Burger King to remodel acquired restaurants
over the next 5 years, accelerating Burger King's path to modern
image
Over time, Burger King to refranchise large
majority of newly remodeled restaurants to smaller franchisee
groups
TORONTO, Jan. 16,
2024 /PRNewswire/ -- Restaurant Brands International
Inc. ("RBI" or the "Company") (TSX: QSR) (NYSE: QSR) (TSX: QSP) and
Carrols Restaurant Group, Inc. ("Carrols") (NASDAQ: TAST) today
announced that they have reached an agreement for RBI to acquire
all of Carrols issued and outstanding shares that are not already
held by RBI or its affiliates for $9.55 per share in an all cash transaction, or an
aggregate total enterprise value of approximately $1.0 billion, representing a 23.1% premium to
Carrols 30-day volume-weighted average price as of January 12, 2024 and a 13.4% premium to the
January 12, 2024 closing
price.
Carrols is the largest Burger King® franchisee in the United States today, operating 1,022
Burger King restaurants in 23 states that generated approximately
$1.8 billion of system sales during
the twelve-months ended September 30,
2023. Carrols also owns and operates 60 Popeyes® restaurants
in six states.
Tom Curtis, President of Burger
King U.S. and Canada commented,
"Carrols has demonstrated strong and improving restaurant
operations over the years. This acquisition is an exciting
accelerator to our Reclaim the Flame plan that is focused on
relentlessly pursuing a better experience for our Guests. We are
going to rapidly remodel these restaurants over the next five years
or so and put them back into the hands of motivated, local
franchisees to create amazing experiences for our Guests."
Deborah Derby, President and CEO
of Carrols said, "Today's announcement is a testament to our more
than 24,000 Carrols team members who have helped drive the company
to record levels of profitability over the past 12 months. These
results have allowed us, through this transaction, to deliver
immediate and certain value to Carrols shareholders at an
attractive premium to the Company's current and historical share
prices. Additionally, we believe our team members will now have
additional opportunities as part of the greater RBI family – in our
office, in the field and especially in our restaurants, including
for long-time managers who may want to become franchisees
themselves.

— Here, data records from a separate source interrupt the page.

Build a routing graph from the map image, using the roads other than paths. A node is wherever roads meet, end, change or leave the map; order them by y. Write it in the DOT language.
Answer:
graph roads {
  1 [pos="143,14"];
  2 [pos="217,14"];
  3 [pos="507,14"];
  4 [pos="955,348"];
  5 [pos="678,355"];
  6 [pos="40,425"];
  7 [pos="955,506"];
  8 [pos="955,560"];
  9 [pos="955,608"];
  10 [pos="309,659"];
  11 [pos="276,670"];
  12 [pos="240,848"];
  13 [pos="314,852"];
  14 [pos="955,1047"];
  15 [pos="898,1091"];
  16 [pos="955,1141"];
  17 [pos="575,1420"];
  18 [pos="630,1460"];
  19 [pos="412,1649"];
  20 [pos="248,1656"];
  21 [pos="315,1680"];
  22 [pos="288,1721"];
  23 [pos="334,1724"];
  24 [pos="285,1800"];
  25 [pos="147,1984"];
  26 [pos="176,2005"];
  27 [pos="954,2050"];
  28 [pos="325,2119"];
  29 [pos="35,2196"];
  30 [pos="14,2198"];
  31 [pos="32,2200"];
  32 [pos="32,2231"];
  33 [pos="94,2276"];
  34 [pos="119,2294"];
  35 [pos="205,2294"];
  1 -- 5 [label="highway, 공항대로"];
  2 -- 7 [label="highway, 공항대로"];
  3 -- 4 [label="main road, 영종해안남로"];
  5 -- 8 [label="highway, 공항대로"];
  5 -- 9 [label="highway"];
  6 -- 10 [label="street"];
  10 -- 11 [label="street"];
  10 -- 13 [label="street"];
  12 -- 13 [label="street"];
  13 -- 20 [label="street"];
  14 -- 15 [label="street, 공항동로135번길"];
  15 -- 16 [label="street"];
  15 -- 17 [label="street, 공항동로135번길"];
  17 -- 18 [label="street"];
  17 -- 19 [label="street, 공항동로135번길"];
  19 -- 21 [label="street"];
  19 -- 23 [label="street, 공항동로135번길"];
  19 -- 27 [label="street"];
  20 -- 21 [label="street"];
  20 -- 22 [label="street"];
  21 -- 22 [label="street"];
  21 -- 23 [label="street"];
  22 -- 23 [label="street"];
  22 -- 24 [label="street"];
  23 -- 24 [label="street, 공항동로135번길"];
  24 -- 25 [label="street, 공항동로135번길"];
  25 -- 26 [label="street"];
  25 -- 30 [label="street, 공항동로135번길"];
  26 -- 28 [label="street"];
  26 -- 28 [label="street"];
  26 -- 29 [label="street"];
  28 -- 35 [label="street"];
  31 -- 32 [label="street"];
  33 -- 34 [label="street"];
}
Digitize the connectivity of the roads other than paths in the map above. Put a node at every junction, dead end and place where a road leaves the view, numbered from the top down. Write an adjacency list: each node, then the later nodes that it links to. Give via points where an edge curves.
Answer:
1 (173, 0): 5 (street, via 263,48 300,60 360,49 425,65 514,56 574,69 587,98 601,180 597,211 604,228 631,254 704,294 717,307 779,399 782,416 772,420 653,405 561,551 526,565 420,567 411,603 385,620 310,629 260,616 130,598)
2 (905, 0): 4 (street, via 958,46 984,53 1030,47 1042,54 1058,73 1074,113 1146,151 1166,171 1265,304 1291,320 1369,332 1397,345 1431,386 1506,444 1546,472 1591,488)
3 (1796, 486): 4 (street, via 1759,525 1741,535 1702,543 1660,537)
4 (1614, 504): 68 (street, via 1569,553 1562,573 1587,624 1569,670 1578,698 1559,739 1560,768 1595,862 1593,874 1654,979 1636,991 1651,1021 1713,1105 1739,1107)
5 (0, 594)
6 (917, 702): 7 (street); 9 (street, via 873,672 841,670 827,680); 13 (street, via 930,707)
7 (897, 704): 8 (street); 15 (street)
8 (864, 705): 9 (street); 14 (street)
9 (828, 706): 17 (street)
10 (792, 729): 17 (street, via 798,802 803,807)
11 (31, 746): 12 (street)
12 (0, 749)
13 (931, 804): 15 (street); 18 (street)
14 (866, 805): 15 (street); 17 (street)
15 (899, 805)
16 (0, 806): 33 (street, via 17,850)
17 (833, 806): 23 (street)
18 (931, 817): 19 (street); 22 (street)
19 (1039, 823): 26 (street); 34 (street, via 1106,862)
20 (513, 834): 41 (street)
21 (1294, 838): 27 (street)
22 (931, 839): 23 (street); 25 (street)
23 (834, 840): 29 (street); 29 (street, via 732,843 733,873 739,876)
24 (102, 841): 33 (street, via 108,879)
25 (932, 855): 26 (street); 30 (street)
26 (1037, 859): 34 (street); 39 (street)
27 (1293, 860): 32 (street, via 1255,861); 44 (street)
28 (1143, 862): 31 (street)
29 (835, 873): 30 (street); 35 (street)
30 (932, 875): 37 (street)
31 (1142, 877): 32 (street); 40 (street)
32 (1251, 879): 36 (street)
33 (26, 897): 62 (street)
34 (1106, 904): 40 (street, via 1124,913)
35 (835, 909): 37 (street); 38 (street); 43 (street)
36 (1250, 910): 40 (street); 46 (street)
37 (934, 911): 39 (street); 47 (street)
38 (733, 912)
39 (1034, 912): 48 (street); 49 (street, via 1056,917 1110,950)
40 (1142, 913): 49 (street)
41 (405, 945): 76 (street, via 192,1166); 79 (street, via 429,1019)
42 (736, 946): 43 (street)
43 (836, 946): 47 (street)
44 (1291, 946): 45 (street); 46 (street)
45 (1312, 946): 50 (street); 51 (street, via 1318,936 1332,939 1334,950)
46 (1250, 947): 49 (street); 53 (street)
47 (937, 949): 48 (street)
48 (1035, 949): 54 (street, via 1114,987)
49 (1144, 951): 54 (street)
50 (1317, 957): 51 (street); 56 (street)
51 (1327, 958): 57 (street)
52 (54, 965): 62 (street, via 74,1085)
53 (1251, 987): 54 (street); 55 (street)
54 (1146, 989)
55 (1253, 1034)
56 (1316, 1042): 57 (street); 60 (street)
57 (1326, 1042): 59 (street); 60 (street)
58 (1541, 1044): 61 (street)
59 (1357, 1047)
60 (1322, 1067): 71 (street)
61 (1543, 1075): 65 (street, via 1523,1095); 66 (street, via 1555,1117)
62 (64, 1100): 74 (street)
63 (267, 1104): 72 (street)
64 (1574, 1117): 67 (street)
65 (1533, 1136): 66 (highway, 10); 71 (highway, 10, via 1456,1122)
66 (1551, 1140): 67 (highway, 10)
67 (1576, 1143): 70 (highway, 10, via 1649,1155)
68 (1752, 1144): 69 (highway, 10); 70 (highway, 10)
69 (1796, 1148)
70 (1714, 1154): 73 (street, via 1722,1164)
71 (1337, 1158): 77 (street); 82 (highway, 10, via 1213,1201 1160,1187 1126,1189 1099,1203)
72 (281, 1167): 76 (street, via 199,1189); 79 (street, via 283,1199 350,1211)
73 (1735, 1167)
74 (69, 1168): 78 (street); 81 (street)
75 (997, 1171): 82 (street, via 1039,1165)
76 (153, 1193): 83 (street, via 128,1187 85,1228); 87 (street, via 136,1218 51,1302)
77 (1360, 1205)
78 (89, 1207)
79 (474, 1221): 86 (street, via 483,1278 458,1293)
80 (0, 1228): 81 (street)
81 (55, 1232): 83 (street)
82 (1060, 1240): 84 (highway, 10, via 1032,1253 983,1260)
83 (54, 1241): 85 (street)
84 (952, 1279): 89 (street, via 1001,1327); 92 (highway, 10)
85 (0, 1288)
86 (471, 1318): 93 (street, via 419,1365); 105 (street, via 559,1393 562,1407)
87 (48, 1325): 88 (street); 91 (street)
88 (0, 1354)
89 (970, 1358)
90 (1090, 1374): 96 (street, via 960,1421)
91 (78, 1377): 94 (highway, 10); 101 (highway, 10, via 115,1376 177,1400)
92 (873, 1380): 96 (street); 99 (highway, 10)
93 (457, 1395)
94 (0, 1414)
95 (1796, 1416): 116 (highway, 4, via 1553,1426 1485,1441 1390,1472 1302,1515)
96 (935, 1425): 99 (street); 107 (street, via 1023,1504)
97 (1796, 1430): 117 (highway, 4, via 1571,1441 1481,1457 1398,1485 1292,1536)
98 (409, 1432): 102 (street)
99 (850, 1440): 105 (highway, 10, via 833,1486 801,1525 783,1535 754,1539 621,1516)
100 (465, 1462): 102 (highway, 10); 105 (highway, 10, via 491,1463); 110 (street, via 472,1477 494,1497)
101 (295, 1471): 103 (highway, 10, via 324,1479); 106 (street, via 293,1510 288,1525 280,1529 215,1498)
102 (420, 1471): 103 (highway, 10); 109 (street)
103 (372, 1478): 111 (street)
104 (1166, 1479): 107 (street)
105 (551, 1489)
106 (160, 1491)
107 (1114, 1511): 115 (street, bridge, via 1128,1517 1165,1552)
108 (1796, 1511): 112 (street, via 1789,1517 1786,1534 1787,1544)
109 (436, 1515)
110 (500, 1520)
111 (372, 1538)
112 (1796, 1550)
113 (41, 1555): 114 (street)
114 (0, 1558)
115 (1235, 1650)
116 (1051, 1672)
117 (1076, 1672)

We look forward to working closely with Tom and the
rest of the Burger King team in the months and years
ahead."
Josh Kobza, CEO of RBI added,
"This is a terrific example of our commitment to put our capital to
work to accelerate growth and support Tom and his team in their
broader efforts to have a more competitive Burger King restaurant
base. The strategic merits of this acquisition are very compelling
and consistent with our objective to invest our capital in
long-term, high-return opportunities."
Strategic Rationale and Future Plans for Portfolio
The
transaction is part of Burger King's Reclaim the Flame plan
to accelerate sales growth and drive franchisee profitability. The
transaction follows the brand's initial $400
million investment announced in September 2022 to drive high quality remodels,
improve operations, enhance marketing and support ongoing
technology and digital priorities.
Burger King expects to significantly accelerate Carrols' current
rate of remodels to bring the acquired portfolio to modern image
over the next five years. To accomplish this, the team plans to
invest approximately $500 million of
capital, funded by Carrols' operating cash flow, to remodel
approximately 600 acquired restaurants that are not currently
considered modern image.
Carrols has a team of strong, experienced operators who, in
partnership with Burger King's operations teams, will operate the
acquired restaurants. Burger King ultimately plans to refranchise
the vast majority of the portfolio to new or existing smaller
franchise operators who live in their local communities. Following
refranchising the acquired restaurants, which we expect will be
completed in five to seven years, Burger King will maintain a
company restaurant portfolio of a couple of hundred restaurants for
strategic innovation, training, and operator development
purposes.
Transaction Details
Under the terms of the merger
agreement, RBI will acquire all of Carrols issued and outstanding
shares that are not already held by RBI or its affiliates for
$9.55 per share in an all-cash
transaction. This represents a premium of 23% to Carrols' 30
trading-day volume-weighted average price as of January 12, 2024, and implies a total enterprise
value of approximately $1.0 billion.
RBI and its affiliates currently hold approximately 15% of Carrols
outstanding equity.
A special transaction committee of Carrols' Board of Directors
comprised of independent directors unaffiliated with RBI (the
"Special Committee"), advised by independent legal and financial
advisors, was formed to conduct a deliberate and thoughtful process
to evaluate this proposal. Transaction negotiations were led
by the Special Committee and following its unanimous
recommendation, the Carrols Board of Directors (other than
directors affiliated with RBI) unanimously approved the merger
agreement with RBI and agreed to recommend that Carrols
stockholders vote to adopt the merger agreement. The definitive
merger agreement includes a 30-day "go shop" period that will allow
the Company to affirmatively solicit alternative proposals from
interested parties.
The transaction is expected to be completed in the second
quarter of 2024 and is subject to expiration or termination of the
applicable waiting period under the Hart-Scott-Rodino Antitrust
Improvements Act of 1976, as well as other customary closing
conditions, including approval by the holders of a majority of
common stock held by Carrols stockholders excluding shares held by
RBI and its affiliates and officers of Carrols in addition to
approval by holders of a majority of outstanding common stock of
Carrols.
The transaction is not subject to a financing contingency and is
expected to be financed with cash on hand and term loan debt for
which RBI has received a financing commitment.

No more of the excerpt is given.